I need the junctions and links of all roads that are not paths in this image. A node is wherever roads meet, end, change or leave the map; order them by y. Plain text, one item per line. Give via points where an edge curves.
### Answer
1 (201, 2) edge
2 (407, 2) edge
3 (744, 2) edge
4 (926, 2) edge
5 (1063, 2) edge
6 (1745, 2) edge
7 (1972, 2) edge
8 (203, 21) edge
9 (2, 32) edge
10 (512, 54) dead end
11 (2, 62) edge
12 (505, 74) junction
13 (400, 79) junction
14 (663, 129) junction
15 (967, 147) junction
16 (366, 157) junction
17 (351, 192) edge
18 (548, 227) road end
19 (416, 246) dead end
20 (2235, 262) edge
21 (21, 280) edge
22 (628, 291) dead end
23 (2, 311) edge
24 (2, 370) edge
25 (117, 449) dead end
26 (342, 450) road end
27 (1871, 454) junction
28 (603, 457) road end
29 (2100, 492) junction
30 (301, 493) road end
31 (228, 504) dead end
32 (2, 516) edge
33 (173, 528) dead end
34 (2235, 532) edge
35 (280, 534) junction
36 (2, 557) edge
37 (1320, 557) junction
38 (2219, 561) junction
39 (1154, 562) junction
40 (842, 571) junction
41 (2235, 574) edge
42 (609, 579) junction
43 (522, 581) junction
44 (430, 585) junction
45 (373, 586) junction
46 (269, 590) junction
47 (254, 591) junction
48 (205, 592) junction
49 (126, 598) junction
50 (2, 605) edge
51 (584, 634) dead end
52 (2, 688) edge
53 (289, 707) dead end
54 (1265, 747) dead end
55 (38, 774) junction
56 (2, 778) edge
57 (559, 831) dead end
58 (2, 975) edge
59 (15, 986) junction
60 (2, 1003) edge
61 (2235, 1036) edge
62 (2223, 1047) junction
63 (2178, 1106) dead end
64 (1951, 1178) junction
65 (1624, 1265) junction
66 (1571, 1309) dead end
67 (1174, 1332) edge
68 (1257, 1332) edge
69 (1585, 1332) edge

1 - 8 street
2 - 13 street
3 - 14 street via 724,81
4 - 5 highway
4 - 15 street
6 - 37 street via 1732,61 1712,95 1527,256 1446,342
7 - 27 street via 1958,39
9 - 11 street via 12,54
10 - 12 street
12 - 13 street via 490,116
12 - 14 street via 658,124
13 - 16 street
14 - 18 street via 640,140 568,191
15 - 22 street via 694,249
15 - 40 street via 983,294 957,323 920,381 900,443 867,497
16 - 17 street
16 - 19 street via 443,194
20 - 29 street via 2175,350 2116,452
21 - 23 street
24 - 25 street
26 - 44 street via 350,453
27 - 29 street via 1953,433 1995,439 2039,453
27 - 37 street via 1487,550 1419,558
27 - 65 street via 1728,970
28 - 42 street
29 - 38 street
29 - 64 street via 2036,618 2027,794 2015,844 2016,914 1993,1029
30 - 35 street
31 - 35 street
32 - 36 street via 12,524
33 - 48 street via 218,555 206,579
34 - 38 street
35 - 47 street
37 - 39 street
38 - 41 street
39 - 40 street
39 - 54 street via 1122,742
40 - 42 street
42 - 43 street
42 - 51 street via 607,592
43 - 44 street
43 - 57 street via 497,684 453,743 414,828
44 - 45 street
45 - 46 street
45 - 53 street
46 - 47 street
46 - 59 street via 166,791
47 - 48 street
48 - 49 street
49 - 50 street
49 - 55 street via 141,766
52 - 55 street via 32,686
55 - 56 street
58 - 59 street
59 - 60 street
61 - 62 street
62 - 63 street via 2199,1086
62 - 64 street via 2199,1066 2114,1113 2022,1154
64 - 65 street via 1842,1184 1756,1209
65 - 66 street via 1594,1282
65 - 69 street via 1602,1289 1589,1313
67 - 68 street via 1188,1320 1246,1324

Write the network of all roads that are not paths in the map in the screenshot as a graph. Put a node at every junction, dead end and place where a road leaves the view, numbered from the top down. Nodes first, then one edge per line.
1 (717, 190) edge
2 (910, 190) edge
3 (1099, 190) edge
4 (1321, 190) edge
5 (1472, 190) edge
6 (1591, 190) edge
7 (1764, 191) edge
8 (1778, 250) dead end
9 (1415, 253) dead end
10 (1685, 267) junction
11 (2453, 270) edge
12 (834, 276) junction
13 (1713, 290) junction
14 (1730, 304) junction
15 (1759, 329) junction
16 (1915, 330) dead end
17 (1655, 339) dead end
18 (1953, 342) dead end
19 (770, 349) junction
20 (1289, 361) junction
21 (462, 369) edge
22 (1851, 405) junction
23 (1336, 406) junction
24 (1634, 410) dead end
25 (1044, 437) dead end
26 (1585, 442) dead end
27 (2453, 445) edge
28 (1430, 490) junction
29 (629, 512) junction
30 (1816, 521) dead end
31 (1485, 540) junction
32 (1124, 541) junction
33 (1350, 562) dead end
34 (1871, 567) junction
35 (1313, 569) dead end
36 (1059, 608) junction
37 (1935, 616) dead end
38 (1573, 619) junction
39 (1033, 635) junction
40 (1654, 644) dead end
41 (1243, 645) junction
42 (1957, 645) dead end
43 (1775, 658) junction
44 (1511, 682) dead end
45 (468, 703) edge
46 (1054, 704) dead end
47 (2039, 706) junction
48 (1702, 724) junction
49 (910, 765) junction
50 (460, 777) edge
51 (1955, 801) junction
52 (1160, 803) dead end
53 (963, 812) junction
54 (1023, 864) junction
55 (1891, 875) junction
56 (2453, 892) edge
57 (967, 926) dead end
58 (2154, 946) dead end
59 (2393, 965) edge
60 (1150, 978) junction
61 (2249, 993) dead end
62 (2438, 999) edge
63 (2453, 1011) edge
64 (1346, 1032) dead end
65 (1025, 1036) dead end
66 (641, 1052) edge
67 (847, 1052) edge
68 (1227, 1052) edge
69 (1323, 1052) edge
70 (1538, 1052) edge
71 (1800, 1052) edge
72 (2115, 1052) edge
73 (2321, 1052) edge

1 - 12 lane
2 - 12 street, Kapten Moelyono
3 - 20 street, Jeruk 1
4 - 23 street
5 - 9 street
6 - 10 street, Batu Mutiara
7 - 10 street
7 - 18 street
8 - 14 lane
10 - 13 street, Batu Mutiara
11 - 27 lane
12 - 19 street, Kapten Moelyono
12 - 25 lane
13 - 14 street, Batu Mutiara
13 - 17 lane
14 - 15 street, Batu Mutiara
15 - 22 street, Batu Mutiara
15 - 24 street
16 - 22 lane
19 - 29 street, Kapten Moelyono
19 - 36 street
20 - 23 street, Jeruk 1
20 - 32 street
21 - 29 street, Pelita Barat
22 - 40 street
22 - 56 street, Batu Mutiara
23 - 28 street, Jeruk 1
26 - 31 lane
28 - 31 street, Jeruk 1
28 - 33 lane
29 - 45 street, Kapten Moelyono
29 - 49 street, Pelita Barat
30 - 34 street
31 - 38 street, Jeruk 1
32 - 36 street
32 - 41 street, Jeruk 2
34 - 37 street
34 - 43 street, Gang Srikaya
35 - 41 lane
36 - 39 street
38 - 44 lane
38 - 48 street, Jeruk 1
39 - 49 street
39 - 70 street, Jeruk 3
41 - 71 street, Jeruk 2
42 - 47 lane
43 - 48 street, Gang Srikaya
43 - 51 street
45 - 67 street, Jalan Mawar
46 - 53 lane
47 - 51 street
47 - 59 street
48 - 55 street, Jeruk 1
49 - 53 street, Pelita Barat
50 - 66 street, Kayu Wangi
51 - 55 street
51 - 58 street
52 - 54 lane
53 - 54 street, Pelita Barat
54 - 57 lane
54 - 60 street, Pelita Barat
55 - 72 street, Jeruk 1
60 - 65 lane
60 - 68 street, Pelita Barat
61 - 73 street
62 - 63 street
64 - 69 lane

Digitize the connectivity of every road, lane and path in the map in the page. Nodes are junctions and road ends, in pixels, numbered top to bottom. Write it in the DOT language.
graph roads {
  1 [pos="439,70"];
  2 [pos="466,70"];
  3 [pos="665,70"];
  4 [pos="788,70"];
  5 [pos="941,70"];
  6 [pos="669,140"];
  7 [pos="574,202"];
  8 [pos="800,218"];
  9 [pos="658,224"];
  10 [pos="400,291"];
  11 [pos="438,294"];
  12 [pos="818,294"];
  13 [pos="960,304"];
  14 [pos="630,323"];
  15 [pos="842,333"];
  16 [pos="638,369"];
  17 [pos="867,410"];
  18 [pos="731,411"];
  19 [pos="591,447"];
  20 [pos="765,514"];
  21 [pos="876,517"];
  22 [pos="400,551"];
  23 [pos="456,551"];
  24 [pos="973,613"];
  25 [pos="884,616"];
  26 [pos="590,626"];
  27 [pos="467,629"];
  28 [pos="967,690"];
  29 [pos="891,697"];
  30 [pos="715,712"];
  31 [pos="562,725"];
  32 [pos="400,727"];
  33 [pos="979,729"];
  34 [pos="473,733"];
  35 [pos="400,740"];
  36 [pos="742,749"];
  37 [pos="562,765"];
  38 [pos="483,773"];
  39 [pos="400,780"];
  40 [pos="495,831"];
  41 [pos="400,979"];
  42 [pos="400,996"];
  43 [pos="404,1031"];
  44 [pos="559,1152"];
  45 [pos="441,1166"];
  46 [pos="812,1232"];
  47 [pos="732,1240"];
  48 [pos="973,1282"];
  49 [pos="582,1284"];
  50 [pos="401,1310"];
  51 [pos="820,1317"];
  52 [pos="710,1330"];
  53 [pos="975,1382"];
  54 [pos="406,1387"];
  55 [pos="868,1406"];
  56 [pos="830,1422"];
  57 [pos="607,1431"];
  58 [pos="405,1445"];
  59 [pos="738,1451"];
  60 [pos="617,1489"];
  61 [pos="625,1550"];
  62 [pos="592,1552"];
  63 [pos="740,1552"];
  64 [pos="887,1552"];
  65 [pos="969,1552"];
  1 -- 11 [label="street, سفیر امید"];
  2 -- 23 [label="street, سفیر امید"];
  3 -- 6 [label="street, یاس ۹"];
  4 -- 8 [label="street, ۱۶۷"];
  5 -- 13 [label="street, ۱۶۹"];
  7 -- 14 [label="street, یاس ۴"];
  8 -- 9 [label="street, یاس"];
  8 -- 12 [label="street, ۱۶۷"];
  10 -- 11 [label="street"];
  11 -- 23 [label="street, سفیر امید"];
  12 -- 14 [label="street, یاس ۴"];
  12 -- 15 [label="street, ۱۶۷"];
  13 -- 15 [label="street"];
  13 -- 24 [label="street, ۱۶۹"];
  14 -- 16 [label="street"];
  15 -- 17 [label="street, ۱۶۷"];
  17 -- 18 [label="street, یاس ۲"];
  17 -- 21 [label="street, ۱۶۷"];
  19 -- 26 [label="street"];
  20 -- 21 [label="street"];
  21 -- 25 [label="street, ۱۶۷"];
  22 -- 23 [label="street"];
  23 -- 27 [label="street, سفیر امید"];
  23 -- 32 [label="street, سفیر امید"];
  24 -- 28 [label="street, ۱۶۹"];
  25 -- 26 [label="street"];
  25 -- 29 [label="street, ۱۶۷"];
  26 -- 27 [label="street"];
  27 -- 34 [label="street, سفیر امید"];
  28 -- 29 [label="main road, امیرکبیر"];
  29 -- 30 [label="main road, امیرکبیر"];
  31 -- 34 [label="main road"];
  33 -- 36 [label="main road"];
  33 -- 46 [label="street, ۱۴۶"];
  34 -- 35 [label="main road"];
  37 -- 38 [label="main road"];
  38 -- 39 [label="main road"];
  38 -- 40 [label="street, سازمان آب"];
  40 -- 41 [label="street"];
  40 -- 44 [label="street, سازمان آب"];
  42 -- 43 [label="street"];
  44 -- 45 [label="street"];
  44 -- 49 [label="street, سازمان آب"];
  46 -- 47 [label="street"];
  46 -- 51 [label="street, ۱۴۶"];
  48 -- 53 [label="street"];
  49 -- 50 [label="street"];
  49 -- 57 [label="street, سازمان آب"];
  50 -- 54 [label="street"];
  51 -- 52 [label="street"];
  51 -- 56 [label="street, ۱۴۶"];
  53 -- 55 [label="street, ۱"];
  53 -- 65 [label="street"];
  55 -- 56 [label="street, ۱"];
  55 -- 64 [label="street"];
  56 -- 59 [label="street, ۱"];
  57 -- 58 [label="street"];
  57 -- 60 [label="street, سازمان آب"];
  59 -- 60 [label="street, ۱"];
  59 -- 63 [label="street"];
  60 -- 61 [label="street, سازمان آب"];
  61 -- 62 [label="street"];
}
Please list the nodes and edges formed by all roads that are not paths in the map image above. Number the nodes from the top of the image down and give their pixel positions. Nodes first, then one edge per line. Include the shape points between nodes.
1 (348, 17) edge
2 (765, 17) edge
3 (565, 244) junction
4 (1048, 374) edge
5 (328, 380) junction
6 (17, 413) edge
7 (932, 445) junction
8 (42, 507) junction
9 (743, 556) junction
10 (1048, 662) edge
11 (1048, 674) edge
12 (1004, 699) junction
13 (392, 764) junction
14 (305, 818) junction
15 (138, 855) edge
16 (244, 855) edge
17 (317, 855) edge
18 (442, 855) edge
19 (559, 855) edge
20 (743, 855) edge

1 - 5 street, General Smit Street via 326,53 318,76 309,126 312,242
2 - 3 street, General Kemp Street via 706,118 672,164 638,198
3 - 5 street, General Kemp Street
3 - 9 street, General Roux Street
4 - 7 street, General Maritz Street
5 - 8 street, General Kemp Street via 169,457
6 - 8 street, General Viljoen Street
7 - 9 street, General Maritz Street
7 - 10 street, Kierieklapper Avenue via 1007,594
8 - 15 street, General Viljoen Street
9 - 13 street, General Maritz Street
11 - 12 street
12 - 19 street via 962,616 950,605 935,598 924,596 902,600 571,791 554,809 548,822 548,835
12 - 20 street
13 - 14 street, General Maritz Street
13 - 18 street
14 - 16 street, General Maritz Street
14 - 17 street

──────────────────────────────

> [Task]: Using the listing above, show each line with the word "Barat" in it.

> [Reply to the exercise]:
21 - 29 street, Pelita Barat
29 - 49 street, Pelita Barat
49 - 53 street, Pelita Barat
53 - 54 street, Pelita Barat
54 - 60 street, Pelita Barat
60 - 68 street, Pelita Barat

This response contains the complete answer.